Looking good so far itzDirty! You do indeed need to tune each tone board "after" inserting it into the horn. Why? Each and every cow horn has a different amount of "blow back" than the next one will. You will likely find that .014 Mylar is best reed material for your howlers. Got a bench top belt sander with a sanding belt that is about 4" wide? I have three of them now..


----------



## Rick Howard (Feb 25, 2012)

I am happy with the look. Not entirely sold on the sound.

I was afraid to use the belt sander on the first try. I did a little bit on the one I started today. I am using .014 on the reed. I am getting "feedback" for a lack of a better term. There is another sound mixing in like a rattle and a little echo too. I think I may have sanded this one too thin also. I think I may have figured it out... I just wont know for a few days.

Horn is an entirely different beast. I have a new appreciation for the guys making calls from this stuff. It does not smell nice either. My dogs love it. They won't stop sniffing me when I come out of the shop. They are angry that I have a box of toys that I won't share with them though.


----------



## prairiewolf (Feb 19, 2012)

I agree on the smell, they STINK !!


----------



## youngdon (Mar 10, 2010)

It's looking pretty nice to me Rick


----------



## Rick Howard (Feb 25, 2012)

Thanks Don


----------



## Ruger (Jan 22, 2011)

Looks good! What do ya use for a finish on the horn? I really like how the black fades int the white color.


----------



## Rick Howard (Feb 25, 2012)

Thanks Ruger. No finish on this one. Just a lot of sanding and polished on the buffing wheel with white, rouge, and tripoli for the outside. The interior I used CA glue (a fancy superglue) on the tip end to help keep moister out and some krylon crystal clear for the rest.

Yeah you would never have know it when I started it. It was the cruddiest looking one in the pile. That is why I chose it for my first one. I though well at least if I mess up it will be on the ugliest one. HA! Diamond in the rough ya know?


----------



## Antlerz22 (Apr 18, 2011)

When you get er tuned do us a sound byte Rick, looks real nice from here so far!


----------



## Ruger (Jan 22, 2011)

itzDirty said:


> Yeah you would never have know it when I started it. It was the cruddiest looking one in the pile. That is why I chose it for my first one. I though well at least if I mess up it will be on the ugliest one. HA! Diamond in the rough ya know?
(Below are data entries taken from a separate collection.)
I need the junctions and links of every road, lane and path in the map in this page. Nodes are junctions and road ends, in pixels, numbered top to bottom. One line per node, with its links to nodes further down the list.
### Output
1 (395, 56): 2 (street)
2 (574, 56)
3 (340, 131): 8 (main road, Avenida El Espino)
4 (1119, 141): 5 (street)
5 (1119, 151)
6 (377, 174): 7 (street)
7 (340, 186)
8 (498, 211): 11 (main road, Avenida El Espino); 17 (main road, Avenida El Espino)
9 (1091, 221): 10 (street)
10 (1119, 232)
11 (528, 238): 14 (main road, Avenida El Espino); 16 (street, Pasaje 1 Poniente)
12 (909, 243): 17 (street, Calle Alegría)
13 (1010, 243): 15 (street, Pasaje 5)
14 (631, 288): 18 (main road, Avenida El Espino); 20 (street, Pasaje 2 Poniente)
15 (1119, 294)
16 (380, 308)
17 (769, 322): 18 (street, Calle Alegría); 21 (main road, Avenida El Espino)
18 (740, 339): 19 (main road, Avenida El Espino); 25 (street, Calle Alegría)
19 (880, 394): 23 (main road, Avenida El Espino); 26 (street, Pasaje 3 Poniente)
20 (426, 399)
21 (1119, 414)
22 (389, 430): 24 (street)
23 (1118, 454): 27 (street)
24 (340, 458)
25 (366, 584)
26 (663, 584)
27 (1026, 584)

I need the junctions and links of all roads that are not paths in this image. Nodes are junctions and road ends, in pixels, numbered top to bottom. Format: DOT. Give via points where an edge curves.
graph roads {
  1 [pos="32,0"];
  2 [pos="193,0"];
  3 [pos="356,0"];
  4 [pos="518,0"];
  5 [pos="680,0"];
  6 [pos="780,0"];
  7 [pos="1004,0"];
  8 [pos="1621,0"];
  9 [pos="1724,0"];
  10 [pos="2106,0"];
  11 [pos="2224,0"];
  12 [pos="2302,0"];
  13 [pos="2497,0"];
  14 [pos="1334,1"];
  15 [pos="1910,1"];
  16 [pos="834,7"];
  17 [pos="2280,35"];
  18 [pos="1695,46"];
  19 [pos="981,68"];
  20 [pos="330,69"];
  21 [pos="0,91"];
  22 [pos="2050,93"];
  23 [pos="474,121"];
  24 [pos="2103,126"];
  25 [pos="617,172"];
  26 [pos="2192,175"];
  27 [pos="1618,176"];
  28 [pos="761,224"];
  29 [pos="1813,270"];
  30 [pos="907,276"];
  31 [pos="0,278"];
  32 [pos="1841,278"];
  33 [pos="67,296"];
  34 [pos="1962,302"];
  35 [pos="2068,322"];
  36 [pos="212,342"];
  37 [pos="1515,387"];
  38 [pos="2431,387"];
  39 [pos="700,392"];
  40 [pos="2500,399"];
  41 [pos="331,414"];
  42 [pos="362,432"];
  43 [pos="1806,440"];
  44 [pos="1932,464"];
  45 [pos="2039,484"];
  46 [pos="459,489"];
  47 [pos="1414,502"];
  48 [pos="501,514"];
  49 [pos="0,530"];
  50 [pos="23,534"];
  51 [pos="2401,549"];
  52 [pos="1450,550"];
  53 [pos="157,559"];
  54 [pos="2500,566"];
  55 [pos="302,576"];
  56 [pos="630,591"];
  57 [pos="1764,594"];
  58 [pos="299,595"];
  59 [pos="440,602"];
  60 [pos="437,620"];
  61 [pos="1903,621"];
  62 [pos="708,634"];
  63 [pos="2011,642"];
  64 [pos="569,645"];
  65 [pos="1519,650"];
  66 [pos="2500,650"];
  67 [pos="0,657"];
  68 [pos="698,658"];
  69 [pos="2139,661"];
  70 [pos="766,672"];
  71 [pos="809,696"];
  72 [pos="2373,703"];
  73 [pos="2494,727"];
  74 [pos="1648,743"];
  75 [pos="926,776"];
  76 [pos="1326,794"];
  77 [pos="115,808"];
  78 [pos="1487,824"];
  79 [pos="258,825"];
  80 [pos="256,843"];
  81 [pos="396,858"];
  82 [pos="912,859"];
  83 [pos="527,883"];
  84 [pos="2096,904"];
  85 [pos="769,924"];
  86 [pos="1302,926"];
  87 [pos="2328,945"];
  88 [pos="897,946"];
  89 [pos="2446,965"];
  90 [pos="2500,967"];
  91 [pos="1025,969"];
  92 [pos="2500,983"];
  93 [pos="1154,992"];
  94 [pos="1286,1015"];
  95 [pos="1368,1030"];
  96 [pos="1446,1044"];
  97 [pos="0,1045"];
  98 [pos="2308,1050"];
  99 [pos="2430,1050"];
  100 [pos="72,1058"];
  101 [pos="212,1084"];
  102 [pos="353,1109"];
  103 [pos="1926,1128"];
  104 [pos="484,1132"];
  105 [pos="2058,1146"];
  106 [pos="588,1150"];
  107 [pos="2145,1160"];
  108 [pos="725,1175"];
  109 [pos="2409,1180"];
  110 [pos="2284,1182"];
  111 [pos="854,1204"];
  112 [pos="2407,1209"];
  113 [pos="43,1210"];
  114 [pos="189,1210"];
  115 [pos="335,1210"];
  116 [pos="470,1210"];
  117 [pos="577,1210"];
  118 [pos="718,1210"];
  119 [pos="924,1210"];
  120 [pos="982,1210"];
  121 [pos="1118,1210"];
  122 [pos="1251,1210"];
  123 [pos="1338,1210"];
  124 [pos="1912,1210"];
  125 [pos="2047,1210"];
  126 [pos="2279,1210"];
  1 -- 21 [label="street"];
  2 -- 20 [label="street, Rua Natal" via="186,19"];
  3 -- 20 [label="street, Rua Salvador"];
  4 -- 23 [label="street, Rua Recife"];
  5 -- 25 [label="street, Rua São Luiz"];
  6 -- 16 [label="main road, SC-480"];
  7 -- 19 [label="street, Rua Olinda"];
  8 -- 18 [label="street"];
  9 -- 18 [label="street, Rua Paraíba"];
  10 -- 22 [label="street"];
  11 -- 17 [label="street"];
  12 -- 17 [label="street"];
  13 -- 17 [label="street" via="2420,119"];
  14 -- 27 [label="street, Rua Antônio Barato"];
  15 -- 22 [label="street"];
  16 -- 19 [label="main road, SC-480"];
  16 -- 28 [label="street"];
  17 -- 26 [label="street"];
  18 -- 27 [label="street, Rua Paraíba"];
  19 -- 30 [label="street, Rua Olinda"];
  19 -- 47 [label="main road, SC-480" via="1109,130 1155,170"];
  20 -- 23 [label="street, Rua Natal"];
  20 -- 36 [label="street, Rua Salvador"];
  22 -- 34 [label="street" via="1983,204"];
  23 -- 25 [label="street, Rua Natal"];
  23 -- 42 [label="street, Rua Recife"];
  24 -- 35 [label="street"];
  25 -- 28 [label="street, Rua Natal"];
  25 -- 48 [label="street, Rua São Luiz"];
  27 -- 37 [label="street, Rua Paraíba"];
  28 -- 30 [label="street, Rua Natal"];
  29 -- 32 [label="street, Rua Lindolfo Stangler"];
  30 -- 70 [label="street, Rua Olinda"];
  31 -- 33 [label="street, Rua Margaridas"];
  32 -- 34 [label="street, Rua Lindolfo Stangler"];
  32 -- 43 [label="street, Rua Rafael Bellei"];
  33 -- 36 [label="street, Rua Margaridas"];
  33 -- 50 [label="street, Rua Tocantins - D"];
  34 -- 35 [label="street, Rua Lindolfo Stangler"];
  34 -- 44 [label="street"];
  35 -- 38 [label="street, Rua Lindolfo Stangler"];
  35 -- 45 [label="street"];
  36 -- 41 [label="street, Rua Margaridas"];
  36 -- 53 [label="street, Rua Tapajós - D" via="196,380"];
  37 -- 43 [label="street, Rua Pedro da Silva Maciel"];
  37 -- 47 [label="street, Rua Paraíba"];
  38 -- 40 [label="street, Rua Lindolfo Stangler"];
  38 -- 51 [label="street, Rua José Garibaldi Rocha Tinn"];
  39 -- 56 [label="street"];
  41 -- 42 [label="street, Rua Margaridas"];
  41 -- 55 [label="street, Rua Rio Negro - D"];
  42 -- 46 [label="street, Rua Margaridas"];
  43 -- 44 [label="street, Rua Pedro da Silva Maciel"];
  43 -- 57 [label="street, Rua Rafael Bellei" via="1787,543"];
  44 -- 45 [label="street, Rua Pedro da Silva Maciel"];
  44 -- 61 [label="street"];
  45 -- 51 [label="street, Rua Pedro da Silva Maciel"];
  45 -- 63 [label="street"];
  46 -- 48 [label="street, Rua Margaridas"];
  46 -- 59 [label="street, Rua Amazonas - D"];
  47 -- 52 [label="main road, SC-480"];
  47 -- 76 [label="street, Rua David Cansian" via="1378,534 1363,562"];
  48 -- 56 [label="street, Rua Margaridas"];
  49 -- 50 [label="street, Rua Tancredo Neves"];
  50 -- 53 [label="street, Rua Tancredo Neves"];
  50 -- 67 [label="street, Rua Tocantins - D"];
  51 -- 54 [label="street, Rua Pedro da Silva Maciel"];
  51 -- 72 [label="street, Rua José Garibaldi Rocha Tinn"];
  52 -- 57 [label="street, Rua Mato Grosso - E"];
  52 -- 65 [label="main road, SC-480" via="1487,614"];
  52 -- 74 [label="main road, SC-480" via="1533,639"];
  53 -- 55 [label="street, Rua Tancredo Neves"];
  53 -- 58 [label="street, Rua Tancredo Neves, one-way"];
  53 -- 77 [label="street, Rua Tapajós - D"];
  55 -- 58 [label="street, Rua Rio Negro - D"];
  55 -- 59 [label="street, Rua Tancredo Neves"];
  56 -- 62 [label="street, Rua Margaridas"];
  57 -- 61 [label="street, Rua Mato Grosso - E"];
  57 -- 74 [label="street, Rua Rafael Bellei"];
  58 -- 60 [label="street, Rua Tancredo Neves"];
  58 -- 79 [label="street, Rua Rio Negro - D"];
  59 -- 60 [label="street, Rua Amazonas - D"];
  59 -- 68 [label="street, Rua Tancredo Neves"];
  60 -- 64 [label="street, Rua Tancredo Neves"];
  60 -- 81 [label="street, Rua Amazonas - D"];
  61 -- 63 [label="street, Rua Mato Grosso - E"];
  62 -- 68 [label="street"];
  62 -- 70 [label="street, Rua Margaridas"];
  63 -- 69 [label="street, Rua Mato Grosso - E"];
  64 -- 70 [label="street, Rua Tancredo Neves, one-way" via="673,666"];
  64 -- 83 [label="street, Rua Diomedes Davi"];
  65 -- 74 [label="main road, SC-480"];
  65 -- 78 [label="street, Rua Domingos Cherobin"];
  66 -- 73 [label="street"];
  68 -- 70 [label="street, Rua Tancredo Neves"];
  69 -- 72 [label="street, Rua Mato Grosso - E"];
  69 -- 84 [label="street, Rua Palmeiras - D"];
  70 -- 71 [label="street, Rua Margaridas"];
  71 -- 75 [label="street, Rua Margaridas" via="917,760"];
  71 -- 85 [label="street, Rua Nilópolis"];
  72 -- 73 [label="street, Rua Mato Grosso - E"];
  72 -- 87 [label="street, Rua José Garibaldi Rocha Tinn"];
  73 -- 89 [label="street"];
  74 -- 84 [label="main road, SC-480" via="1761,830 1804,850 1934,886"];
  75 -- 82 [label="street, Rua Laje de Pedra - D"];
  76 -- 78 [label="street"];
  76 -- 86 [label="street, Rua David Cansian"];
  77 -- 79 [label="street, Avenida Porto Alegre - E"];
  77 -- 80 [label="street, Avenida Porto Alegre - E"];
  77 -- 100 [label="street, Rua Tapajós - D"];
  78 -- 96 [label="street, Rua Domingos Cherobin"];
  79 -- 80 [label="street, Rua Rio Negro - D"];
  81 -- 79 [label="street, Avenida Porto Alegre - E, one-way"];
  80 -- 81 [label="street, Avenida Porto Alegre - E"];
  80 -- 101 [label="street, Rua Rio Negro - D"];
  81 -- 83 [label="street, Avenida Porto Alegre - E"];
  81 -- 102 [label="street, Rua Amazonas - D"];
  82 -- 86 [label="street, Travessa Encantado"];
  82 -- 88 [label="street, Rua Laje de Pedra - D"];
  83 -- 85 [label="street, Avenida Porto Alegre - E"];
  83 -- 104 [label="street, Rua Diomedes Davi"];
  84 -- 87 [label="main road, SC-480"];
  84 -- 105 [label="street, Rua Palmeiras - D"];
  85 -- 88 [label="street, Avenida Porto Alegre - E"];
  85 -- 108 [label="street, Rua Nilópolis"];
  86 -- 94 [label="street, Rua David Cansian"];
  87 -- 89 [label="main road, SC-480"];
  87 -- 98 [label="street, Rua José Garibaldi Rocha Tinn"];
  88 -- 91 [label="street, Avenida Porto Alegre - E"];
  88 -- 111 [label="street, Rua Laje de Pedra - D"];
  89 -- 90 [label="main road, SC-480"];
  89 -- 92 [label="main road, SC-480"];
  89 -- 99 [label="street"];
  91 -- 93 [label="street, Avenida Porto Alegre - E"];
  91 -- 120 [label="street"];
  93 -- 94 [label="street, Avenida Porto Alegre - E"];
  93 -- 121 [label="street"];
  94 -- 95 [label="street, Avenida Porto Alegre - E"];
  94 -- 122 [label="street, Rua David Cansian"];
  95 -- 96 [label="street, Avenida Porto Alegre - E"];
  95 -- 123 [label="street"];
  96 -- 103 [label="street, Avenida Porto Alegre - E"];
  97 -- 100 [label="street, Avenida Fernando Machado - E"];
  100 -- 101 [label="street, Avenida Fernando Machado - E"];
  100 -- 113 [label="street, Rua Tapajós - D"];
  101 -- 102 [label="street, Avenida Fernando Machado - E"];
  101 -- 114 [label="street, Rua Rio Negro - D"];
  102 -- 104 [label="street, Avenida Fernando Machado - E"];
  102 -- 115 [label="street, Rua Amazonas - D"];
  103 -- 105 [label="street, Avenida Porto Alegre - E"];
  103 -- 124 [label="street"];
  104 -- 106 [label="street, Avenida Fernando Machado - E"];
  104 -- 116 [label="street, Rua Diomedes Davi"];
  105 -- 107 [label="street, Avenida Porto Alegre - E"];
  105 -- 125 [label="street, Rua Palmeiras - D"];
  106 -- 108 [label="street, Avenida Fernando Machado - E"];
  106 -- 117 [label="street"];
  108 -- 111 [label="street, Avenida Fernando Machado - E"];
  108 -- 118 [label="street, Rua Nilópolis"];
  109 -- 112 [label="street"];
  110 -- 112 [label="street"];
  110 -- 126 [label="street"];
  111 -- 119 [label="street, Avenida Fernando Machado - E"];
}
yes! Definitely a big change in how it looks compared to the pic of the pile of horns


----------



## bones44 (Jan 7, 2011)

Looks great Rick ! You'll get it right eventually. Especially with the help of these other Masters guiding you !!


----------



## Rich Cronk (Feb 24, 2010)

itzDirty,
That extra sound you hear mixing in, could it be "reed buzz?" The reed buzz happens when there is not quite enough arch in the tone board right behind the point where you hold the reed down with top teeth or lips. The thickness of the horn should not bother you.


----------



## Rick Howard (Feb 25, 2012)

Rich, that is it for sure. I have have a solution that I will try tonight. I was thinking about it all night last night.

Ralph I am working on making some recordings. My setup is sub par.


----------



## Rick Howard (Feb 25, 2012)

View attachment record09.mp3


Here it is fellas. Not the best recording. I am going to have to break down and get a better mic and some recording software. I will make you all suffer until I do. LOL


----------



## Rich Cronk (Feb 24, 2010)

Sounds good sir! I am attaching the same sound after I cleaned it up a bit.


----------



## Rick Howard (Feb 25, 2012)

Thanks Rich!


----------



## Rick Howard (Feb 25, 2012)

Now to make one of these bad boys outta wood........


----------



## 220swift (Mar 2, 2011)

itzDirty said:


> Now to make one of these bad boys outta wood........


when you do, let me know. I'm first in line....lol.


----------



## Rick Howard (Feb 25, 2012)

Mike you are first in line.


----------